__WORK REQUIRED__: Take the entries below and print, exactly, the stretch from the line containing "Extract the road" through the line containing "Write the network", both included.

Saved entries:
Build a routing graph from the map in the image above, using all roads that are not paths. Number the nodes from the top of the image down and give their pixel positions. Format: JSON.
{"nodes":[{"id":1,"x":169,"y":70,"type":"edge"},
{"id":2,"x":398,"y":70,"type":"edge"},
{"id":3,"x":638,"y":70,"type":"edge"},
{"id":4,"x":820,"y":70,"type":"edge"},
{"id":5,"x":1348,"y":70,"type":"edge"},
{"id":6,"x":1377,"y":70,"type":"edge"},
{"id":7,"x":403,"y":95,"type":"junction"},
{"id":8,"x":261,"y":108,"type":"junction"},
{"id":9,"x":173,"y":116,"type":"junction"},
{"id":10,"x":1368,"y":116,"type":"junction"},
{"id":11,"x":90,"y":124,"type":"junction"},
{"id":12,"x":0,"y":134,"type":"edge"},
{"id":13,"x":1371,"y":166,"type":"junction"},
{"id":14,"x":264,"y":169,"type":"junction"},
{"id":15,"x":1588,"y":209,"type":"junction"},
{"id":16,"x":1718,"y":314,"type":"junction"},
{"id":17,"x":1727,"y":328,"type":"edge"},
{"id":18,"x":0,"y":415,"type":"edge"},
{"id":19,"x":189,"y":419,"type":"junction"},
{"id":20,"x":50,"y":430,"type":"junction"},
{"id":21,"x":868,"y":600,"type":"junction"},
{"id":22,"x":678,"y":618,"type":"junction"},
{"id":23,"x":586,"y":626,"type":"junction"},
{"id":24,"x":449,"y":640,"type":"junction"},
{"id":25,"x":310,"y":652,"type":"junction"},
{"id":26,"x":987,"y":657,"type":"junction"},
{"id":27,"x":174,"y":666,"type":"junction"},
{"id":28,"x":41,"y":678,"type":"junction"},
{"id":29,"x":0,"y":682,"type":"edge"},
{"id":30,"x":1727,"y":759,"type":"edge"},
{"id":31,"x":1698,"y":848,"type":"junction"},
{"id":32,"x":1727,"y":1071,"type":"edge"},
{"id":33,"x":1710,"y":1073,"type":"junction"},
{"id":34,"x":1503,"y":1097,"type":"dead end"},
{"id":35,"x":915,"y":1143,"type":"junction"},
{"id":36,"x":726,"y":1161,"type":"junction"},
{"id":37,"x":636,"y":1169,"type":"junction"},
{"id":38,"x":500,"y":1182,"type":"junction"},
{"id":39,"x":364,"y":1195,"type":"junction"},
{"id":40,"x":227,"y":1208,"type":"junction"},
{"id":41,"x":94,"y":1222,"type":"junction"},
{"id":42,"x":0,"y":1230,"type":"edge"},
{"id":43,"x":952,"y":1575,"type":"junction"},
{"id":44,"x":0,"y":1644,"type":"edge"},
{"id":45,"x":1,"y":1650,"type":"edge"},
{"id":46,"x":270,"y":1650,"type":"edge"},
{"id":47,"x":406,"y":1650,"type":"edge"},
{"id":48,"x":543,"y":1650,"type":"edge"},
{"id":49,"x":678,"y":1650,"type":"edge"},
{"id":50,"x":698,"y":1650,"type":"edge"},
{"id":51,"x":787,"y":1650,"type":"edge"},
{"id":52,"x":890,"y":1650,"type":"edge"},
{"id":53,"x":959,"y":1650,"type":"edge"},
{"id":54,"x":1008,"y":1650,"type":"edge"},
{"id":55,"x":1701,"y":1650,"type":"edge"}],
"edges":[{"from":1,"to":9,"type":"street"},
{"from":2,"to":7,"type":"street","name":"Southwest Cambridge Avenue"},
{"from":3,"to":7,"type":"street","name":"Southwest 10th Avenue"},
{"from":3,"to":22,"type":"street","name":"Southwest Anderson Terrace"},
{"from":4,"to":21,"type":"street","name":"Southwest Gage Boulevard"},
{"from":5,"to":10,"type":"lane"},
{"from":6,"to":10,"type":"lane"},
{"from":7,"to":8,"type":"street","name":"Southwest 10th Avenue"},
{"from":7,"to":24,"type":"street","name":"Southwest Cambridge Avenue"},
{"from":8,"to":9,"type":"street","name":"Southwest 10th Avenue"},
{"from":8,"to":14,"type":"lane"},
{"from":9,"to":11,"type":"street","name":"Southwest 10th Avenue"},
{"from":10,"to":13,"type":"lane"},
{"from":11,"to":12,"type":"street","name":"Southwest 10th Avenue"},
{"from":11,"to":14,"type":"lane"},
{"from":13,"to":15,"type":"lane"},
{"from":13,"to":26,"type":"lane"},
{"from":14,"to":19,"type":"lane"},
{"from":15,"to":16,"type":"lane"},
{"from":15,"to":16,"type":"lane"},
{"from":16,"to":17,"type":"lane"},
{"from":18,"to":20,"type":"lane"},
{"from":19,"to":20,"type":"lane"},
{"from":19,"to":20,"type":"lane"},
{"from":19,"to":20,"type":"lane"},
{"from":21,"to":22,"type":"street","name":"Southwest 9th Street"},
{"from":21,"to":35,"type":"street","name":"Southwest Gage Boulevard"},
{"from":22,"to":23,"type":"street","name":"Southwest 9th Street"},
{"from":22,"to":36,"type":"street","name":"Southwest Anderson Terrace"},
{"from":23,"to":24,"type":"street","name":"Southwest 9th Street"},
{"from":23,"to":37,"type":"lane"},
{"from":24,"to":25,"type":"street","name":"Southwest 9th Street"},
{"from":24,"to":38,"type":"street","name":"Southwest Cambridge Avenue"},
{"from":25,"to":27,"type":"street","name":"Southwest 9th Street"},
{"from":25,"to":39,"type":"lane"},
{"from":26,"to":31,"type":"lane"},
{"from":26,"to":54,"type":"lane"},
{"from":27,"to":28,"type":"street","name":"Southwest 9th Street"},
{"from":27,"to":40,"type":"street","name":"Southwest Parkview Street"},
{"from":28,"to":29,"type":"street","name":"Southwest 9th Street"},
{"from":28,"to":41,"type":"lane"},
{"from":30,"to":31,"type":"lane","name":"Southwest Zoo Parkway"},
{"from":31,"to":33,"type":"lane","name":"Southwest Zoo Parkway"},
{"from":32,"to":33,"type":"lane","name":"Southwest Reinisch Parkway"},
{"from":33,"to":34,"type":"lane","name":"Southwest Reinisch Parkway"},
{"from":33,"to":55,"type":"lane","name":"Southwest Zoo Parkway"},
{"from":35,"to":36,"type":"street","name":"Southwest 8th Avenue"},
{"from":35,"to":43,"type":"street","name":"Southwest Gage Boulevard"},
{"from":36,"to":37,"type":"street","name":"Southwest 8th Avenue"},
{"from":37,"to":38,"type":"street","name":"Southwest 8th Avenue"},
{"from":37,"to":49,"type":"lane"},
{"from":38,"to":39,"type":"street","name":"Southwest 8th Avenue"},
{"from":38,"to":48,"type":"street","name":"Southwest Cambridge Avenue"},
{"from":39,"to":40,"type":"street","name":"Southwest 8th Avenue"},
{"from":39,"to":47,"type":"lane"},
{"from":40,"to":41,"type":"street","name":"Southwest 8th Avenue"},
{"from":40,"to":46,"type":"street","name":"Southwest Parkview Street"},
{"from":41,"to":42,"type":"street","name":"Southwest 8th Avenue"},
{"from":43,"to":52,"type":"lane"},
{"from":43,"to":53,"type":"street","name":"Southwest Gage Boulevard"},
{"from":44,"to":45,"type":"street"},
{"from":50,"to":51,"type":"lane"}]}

...

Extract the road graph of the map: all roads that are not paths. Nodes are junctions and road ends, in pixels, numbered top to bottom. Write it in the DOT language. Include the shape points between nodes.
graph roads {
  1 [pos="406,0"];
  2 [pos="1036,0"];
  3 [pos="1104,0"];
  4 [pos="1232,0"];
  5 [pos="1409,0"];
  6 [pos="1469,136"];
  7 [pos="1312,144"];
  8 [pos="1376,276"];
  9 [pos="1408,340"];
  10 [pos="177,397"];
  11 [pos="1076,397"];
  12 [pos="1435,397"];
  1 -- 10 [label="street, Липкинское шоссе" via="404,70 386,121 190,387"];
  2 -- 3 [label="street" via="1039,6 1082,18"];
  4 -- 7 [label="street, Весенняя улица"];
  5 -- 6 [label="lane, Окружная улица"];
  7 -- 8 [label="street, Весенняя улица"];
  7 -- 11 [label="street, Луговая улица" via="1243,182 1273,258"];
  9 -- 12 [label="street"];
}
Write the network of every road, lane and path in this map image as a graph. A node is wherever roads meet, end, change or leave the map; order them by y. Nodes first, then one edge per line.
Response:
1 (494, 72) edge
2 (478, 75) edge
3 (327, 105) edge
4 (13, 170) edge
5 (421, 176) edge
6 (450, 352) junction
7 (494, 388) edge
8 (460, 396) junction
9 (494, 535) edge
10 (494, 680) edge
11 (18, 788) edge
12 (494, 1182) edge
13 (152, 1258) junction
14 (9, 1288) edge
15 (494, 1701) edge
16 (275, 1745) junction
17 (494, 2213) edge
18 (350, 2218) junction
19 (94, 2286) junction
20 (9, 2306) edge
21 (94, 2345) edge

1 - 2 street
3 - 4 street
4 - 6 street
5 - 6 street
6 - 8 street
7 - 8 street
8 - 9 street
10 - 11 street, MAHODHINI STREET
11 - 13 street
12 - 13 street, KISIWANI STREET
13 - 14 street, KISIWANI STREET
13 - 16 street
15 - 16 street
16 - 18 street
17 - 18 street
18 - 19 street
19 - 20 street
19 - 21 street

__TASK OUTPUT__:
Extract the road graph of the map: all roads that are not paths. Nodes are junctions and road ends, in pixels, numbered top to bottom. Write it in the DOT language. Include the shape points between nodes.
graph roads {
  1 [pos="406,0"];
  2 [pos="1036,0"];
  3 [pos="1104,0"];
  4 [pos="1232,0"];
  5 [pos="1409,0"];
  6 [pos="1469,136"];
  7 [pos="1312,144"];
  8 [pos="1376,276"];
  9 [pos="1408,340"];
  10 [pos="177,397"];
  11 [pos="1076,397"];
  12 [pos="1435,397"];
  1 -- 10 [label="street, Липкинское шоссе" via="404,70 386,121 190,387"];
  2 -- 3 [label="street" via="1039,6 1082,18"];
  4 -- 7 [label="street, Весенняя улица"];
  5 -- 6 [label="lane, Окружная улица"];
  7 -- 8 [label="street, Весенняя улица"];
  7 -- 11 [label="street, Луговая улица" via="1243,182 1273,258"];
  9 -- 12 [label="street"];
}
Write the network of every road, lane and path in this map image as a graph. A node is wherever roads meet, end, change or leave the map; order them by y. Nodes first, then one edge per line.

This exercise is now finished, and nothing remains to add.